- Supplied records
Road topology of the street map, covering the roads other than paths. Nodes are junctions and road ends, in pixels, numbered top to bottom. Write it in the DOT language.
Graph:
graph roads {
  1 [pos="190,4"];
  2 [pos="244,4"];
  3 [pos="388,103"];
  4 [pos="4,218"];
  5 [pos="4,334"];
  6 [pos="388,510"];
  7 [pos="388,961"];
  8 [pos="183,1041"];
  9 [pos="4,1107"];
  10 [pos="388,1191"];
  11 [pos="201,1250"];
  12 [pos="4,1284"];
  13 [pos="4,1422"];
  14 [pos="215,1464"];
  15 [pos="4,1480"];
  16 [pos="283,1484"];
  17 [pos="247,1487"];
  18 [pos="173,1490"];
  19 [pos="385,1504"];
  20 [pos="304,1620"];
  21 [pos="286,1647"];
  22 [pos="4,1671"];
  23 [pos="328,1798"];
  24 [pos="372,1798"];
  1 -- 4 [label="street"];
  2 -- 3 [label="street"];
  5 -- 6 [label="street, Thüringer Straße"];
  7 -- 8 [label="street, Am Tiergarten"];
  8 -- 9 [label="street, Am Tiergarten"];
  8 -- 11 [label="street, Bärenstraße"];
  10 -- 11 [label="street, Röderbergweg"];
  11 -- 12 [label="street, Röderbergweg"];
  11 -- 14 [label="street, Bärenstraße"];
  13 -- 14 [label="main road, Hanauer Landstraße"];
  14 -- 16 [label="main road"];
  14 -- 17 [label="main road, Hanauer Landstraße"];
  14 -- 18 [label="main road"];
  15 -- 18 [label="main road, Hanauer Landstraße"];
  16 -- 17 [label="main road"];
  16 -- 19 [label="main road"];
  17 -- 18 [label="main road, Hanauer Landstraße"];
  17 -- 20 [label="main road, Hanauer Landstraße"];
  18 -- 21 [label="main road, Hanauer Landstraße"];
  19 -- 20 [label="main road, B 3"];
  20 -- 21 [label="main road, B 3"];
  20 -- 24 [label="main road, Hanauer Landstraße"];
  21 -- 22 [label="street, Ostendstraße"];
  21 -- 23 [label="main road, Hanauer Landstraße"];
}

- What you have to do
Report only how many lines in the listing contain the string "Hanauer".

- Your response
8